Scan the material below for "Hance", then return each line that contains it.
═══ Input data
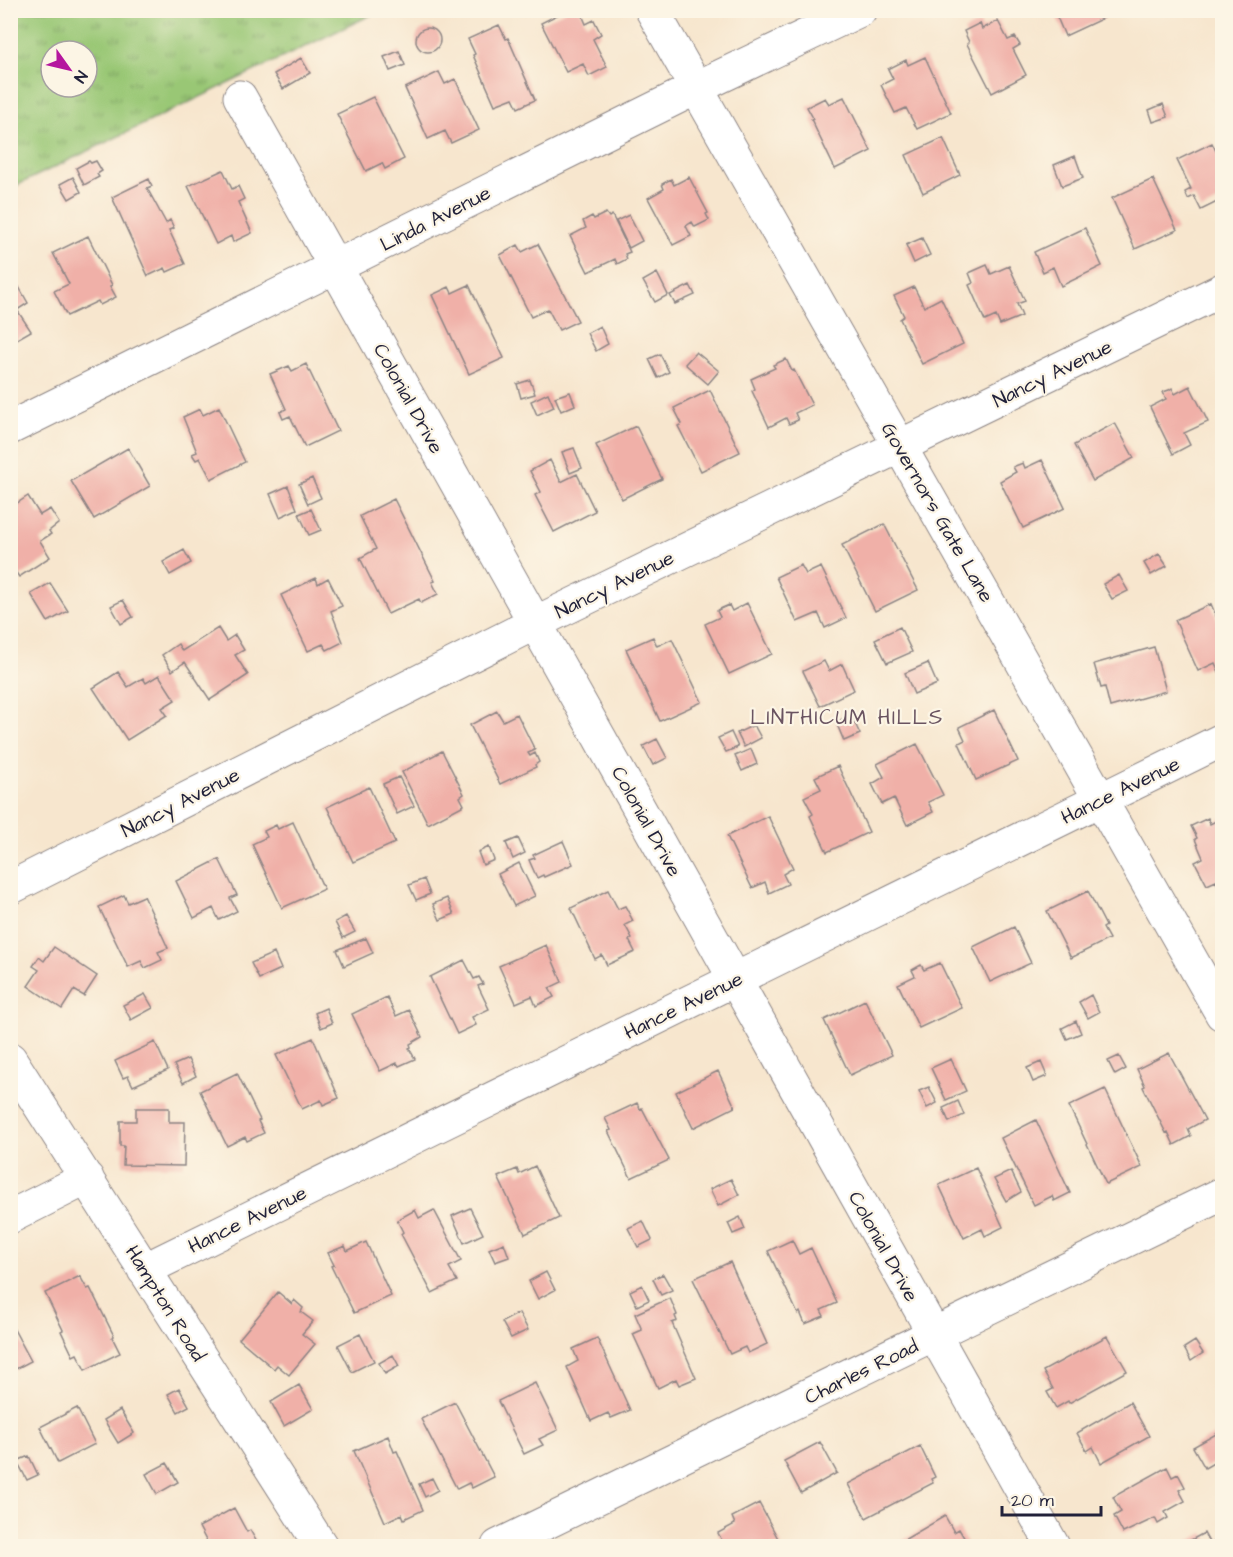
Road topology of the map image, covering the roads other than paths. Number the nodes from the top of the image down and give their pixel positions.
1 (652, 10) edge
2 (860, 10) edge
3 (696, 88) junction
4 (240, 97) dead end
5 (336, 268) junction
6 (1222, 290) edge
7 (10, 428) edge
8 (900, 446) junction
9 (535, 623) junction
10 (1222, 740) edge
11 (1101, 800) junction
12 (10, 888) edge
13 (735, 979) junction
14 (1222, 1014) edge
15 (10, 1059) edge
16 (87, 1178) junction
17 (1222, 1194) edge
18 (10, 1217) edge
19 (144, 1270) junction
20 (934, 1335) junction
21 (321, 1546) edge
22 (498, 1546) edge
23 (1053, 1546) edge

1 - 3 street, Governors Gate Lane
2 - 3 street, Linda Avenue
3 - 5 street, Linda Avenue
3 - 8 street, Governors Gate Lane
4 - 5 street, Colonial Drive
5 - 7 street, Linda Avenue
5 - 9 street, Colonial Drive
6 - 8 street, Nancy Avenue
8 - 9 street, Nancy Avenue
8 - 11 street, Governors Gate Lane
9 - 12 street, Nancy Avenue
9 - 13 street, Colonial Drive
10 - 11 street, Hance Avenue
11 - 13 street, Hance Avenue
11 - 14 street, Governors Gate Lane
13 - 19 street, Hance Avenue
13 - 20 street, Colonial Drive
15 - 16 street, Hampton Road
16 - 18 street
16 - 19 street, Hampton Road
17 - 20 street, Charles Road
19 - 21 street, Hampton Road
20 - 22 street, Charles Road
20 - 23 street, Colonial Drive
══════
## Solution
10 - 11 street, Hance Avenue
11 - 13 street, Hance Avenue
13 - 19 street, Hance Avenue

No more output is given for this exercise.